How early does the brain decode object categories? Addressing this question is critical to constrain the type of neuronal architecture supporting object categorization. In this context, much effort has been devoted to estimating face processing speed. With onsets estimated from 50 to 150 ms, the timing of the first face-sensitive responses in humans remains controversial. This controversy is due partially to the susceptibility of dynamic brain measurements to filtering distortions and analysis issues. Here, using distributions of single-trial event-related potentials (ERPs), causal filtering, statistical analyses at all electrodes and time points, and effective correction for multiple comparisons, we present evidence that the earliest categorical differences start around 90 ms following stimulus presentation. These results were obtained from a representative group of 120 participants, aged 18–81, who categorized images of faces and noise textures. The results were reliable across testing days, as determined by test–retest assessment in 74 of the participants. Furthermore, a control experiment showed similar ERP onsets for contrasts involving images of houses or white noise. Face onsets did not change with age, suggesting that face sensitivity occurs within 100 ms across the adult lifespan. Finally, the simplicity of the face–texture contrast, and the dominant midline distribution of the effects, suggest the face responses were evoked by relatively simple image properties and are not face specific.

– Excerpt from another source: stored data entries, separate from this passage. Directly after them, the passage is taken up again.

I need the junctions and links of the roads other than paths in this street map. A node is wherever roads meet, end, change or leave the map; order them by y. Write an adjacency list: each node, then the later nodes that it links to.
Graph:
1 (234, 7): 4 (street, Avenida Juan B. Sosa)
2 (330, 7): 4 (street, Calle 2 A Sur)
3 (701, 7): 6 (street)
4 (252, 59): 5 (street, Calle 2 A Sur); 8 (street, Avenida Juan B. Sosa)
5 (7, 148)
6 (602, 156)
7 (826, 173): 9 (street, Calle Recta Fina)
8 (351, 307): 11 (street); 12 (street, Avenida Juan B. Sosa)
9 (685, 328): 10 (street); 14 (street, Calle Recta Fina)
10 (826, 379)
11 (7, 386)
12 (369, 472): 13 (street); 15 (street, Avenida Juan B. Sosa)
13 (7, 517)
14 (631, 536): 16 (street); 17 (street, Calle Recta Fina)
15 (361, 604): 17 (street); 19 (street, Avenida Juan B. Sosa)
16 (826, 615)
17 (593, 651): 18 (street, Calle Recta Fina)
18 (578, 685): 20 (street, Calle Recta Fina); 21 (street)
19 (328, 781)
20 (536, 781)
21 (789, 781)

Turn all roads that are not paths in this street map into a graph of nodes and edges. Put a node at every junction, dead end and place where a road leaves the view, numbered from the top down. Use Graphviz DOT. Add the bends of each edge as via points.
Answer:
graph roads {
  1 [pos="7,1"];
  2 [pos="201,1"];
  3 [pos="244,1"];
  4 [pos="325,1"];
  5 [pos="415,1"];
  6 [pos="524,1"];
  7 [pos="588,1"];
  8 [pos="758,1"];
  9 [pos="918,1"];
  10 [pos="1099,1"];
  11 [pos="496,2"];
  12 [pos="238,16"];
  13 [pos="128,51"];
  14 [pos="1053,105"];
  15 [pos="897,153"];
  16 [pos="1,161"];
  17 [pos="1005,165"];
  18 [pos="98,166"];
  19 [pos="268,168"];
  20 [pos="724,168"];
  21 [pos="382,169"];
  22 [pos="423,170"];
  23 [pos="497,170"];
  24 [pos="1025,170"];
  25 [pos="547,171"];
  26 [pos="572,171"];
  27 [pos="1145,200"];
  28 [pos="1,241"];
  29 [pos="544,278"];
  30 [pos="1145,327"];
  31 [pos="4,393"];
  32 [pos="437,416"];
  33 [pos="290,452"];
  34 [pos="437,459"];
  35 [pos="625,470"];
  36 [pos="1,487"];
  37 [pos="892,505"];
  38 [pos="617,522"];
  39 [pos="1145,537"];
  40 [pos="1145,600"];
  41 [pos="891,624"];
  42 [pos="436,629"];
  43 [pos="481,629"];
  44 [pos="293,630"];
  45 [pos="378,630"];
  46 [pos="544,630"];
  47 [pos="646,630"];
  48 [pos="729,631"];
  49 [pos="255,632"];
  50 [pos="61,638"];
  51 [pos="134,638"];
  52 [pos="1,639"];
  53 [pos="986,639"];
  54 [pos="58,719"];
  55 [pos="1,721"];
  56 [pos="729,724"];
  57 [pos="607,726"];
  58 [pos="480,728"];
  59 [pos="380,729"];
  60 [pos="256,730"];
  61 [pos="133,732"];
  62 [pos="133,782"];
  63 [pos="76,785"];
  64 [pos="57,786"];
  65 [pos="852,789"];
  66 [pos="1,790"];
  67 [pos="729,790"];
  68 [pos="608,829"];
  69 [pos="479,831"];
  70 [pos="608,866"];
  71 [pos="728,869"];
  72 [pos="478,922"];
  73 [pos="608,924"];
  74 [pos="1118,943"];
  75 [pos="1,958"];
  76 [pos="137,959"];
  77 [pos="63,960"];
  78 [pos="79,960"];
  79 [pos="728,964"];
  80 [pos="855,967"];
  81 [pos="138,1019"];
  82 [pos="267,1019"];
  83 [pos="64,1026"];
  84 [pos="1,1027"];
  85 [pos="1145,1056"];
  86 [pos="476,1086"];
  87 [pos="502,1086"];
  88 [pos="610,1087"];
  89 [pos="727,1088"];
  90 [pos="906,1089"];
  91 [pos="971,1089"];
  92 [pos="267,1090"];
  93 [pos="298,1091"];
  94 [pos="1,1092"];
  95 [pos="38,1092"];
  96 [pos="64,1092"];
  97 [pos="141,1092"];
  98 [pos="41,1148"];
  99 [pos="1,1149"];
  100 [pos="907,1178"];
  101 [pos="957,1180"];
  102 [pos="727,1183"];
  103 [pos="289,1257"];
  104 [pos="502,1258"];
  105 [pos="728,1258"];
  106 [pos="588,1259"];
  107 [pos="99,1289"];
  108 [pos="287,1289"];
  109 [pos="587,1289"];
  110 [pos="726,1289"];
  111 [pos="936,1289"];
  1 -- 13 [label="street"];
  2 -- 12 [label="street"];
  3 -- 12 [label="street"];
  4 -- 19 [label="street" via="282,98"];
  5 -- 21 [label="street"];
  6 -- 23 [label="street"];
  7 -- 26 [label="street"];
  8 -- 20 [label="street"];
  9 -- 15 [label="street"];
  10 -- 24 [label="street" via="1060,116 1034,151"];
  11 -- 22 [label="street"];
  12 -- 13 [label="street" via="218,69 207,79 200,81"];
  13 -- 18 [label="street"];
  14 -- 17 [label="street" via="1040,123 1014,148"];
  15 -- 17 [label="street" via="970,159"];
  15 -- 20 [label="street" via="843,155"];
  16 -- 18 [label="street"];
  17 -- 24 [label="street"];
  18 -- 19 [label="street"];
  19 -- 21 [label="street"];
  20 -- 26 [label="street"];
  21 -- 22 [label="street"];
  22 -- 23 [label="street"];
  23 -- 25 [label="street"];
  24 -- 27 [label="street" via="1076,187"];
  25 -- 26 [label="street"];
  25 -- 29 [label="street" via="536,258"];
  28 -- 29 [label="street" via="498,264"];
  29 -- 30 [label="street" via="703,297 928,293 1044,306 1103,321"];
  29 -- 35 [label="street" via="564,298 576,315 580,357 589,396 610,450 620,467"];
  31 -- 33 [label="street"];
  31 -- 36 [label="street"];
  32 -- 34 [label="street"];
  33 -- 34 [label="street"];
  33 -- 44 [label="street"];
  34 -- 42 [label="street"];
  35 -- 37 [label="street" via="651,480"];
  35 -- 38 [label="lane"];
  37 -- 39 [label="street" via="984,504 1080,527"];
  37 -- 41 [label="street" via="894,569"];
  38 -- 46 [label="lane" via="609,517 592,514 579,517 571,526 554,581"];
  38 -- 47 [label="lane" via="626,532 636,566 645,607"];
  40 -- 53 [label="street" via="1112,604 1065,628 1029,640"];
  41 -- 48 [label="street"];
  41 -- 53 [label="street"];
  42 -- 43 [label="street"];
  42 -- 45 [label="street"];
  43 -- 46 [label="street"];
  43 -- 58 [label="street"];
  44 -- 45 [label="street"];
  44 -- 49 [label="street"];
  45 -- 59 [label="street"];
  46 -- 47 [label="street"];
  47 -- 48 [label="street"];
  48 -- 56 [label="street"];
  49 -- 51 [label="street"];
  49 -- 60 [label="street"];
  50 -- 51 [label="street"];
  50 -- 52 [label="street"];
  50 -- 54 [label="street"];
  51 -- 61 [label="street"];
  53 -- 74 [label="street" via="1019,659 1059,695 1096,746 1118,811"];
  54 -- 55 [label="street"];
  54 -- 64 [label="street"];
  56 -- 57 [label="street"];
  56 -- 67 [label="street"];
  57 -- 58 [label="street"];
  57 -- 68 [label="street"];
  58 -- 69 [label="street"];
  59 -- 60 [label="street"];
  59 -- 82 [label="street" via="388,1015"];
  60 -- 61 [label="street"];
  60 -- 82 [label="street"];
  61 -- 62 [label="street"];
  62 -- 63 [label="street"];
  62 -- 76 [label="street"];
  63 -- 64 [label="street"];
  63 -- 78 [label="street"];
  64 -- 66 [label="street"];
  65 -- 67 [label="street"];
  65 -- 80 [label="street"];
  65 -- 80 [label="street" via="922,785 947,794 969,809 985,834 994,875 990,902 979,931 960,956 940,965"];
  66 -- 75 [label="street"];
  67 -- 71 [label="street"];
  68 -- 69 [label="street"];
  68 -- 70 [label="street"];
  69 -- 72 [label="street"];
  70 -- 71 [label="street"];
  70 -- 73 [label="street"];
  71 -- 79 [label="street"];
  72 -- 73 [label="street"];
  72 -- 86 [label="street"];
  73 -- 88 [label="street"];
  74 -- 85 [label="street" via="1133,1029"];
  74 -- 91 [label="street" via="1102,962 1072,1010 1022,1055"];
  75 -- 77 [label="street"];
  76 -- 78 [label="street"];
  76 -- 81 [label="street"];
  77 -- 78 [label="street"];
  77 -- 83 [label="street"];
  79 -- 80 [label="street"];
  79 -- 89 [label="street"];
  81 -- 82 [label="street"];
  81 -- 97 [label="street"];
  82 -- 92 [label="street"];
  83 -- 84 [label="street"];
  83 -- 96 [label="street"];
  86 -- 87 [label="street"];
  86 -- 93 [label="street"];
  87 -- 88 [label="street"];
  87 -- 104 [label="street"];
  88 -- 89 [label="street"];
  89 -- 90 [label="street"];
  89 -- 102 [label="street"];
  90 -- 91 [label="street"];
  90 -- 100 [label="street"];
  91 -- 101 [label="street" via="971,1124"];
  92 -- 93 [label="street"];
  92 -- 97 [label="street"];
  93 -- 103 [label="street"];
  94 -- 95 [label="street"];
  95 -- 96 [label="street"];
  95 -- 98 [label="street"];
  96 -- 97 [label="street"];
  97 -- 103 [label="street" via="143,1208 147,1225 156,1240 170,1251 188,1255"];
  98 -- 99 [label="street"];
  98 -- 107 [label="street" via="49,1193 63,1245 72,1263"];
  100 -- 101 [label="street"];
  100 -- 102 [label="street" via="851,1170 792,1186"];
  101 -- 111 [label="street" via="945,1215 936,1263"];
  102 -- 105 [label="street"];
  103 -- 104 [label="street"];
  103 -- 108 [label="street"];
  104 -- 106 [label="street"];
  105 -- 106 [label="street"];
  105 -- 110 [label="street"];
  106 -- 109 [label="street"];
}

Our results provide a new lower benchmark for the earliest neuronal responses to complex objects in the human visual system.

Using event-related potentials in a sample of 120 human participants aged 18–81, we found evidence for onsets of neuronal activity to images of objects within 100 ms. The results are reliable across testing days, independent of age, and not due to filtering distortions or lack of control for multiple comparisons. The results provide a new lower benchmark for the earliest neuronal responses to complex objects in the human visual system.